HOW TO COMPLETE THIS TASK. A single number is the whole answer: the count of lines in these entries that hold "Burgker".

BEGIN EXCERPTED DATA

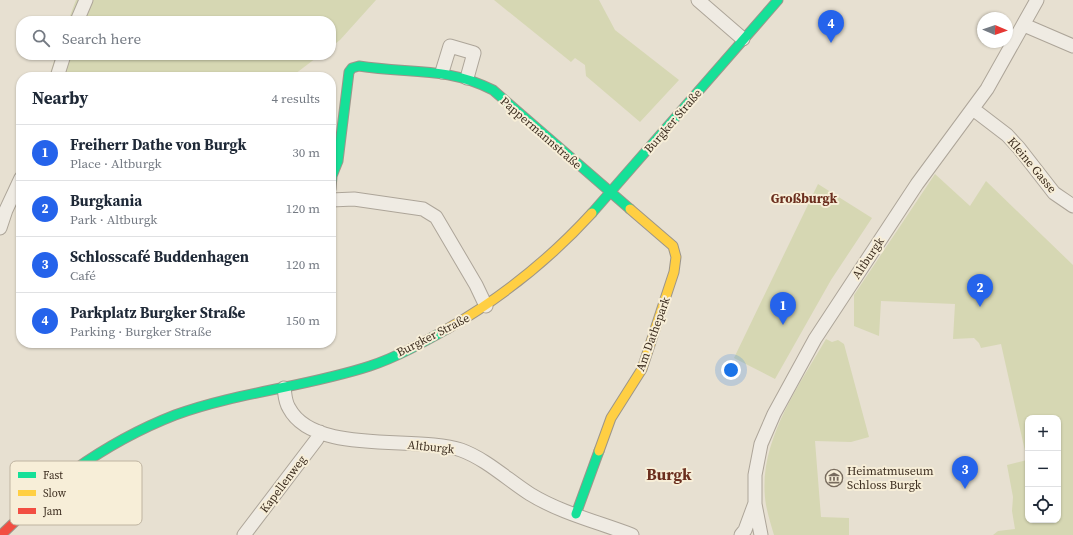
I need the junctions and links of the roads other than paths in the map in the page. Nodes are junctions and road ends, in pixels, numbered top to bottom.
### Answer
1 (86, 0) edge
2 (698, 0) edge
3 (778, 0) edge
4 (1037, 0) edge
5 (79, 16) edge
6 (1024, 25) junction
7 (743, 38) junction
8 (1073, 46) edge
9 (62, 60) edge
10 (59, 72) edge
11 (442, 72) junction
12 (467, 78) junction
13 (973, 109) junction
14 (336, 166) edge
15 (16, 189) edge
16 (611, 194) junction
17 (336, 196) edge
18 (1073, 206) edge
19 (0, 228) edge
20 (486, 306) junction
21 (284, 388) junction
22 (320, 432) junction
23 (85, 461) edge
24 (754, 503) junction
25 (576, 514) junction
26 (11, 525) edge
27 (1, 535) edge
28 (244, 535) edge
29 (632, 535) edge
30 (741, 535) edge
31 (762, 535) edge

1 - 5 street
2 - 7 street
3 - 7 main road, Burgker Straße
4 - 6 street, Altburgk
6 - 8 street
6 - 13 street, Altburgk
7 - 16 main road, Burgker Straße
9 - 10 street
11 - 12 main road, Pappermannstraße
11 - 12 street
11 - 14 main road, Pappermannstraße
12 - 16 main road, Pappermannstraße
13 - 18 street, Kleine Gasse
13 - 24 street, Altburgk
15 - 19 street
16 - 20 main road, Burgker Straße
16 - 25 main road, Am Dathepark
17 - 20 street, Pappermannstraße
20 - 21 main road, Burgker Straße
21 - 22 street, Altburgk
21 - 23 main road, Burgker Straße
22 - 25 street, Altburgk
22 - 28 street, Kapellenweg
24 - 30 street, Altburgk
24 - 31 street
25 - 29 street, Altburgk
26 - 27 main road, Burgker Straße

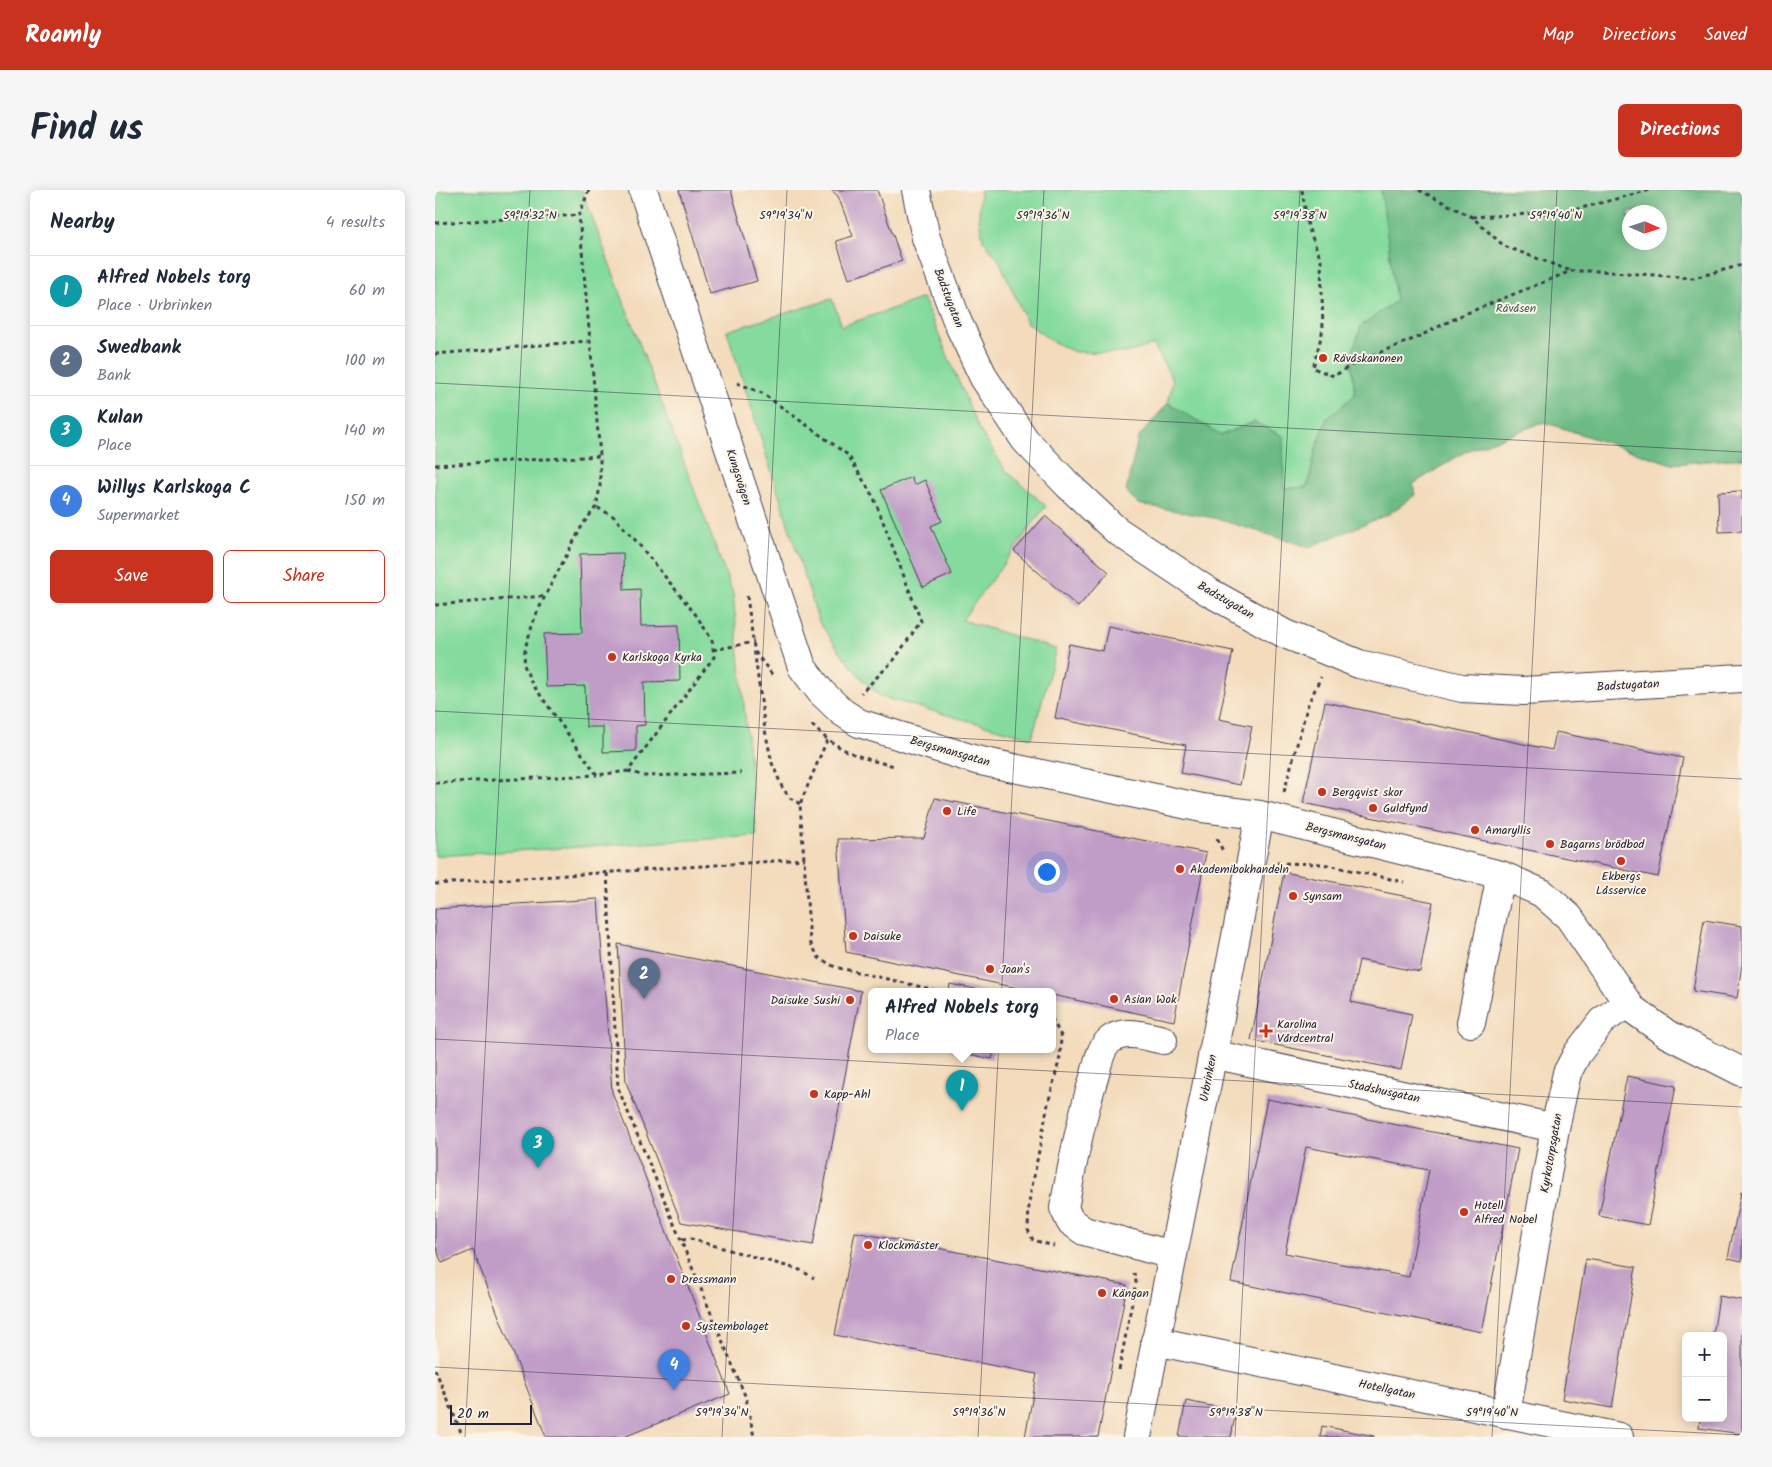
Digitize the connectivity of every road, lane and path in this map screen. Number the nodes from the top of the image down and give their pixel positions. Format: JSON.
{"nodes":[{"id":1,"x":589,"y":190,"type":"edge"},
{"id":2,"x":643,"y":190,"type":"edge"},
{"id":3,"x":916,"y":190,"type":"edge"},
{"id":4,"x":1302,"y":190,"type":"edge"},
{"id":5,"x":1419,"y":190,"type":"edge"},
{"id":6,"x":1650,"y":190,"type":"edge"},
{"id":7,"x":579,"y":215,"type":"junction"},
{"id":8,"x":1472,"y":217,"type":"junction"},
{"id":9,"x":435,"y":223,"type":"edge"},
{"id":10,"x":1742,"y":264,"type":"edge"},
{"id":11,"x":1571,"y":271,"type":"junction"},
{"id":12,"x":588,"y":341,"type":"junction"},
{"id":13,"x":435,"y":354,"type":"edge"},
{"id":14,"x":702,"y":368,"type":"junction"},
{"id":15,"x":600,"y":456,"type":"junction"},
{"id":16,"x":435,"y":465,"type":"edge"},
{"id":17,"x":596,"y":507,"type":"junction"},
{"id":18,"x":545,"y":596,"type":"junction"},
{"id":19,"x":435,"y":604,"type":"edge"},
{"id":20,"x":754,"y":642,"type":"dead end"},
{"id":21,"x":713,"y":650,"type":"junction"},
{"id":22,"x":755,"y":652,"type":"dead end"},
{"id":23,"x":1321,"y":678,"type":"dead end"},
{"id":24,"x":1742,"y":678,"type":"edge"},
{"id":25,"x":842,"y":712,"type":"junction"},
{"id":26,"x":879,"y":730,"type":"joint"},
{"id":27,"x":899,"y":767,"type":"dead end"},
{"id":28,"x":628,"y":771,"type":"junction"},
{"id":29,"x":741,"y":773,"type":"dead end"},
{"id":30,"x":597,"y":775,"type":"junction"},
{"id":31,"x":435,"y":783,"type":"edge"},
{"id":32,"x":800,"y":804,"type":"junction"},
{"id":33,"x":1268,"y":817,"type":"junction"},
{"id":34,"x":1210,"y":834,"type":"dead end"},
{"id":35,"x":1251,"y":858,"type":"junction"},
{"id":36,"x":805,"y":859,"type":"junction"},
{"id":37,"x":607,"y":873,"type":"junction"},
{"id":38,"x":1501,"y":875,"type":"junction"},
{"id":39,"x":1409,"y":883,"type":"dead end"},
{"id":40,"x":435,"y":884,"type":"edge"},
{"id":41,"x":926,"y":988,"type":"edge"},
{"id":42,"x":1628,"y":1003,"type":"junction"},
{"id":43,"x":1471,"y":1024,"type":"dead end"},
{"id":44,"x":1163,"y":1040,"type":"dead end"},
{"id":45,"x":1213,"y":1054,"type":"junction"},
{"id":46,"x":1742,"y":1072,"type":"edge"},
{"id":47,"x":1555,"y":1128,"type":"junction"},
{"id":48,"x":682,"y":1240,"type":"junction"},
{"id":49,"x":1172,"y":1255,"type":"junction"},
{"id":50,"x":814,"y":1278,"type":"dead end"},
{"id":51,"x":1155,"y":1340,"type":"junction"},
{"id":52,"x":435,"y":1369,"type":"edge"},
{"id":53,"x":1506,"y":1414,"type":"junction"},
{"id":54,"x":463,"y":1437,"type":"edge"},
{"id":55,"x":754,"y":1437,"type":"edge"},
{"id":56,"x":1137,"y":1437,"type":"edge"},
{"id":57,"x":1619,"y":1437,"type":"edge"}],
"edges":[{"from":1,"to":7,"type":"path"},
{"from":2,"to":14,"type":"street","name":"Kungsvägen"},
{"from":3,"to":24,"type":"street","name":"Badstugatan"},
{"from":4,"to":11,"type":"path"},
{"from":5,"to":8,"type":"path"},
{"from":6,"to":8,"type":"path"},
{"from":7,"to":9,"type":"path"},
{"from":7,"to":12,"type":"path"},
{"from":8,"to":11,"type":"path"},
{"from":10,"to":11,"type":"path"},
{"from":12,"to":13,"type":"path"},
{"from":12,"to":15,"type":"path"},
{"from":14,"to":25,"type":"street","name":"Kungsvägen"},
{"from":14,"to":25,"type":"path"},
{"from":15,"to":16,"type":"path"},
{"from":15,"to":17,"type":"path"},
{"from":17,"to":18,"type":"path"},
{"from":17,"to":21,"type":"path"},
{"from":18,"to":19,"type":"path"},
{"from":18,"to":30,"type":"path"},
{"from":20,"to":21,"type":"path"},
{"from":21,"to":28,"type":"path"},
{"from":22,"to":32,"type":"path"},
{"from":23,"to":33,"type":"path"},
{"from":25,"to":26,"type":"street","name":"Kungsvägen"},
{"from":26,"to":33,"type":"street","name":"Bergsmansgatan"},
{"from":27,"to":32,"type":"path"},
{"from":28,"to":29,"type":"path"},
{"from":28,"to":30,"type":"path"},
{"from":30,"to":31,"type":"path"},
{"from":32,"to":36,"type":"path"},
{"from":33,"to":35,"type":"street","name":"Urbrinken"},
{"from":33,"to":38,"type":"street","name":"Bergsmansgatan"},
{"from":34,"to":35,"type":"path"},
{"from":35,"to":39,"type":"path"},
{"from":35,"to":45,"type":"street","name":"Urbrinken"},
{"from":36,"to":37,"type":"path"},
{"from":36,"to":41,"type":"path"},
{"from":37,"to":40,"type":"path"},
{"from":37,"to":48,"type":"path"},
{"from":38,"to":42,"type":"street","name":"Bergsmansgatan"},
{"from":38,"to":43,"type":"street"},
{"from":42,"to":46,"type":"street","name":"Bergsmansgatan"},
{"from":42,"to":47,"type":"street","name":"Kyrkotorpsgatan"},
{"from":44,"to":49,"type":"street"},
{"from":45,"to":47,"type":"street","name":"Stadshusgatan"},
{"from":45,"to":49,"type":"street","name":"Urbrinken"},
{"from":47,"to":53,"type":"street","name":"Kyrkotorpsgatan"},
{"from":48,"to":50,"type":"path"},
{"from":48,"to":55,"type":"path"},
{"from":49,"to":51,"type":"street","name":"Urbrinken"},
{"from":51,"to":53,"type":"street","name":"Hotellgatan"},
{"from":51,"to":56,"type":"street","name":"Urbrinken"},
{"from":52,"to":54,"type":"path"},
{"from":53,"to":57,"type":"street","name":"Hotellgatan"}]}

END EXCERPTED DATA

SOLUTION TO THIS TASK. 6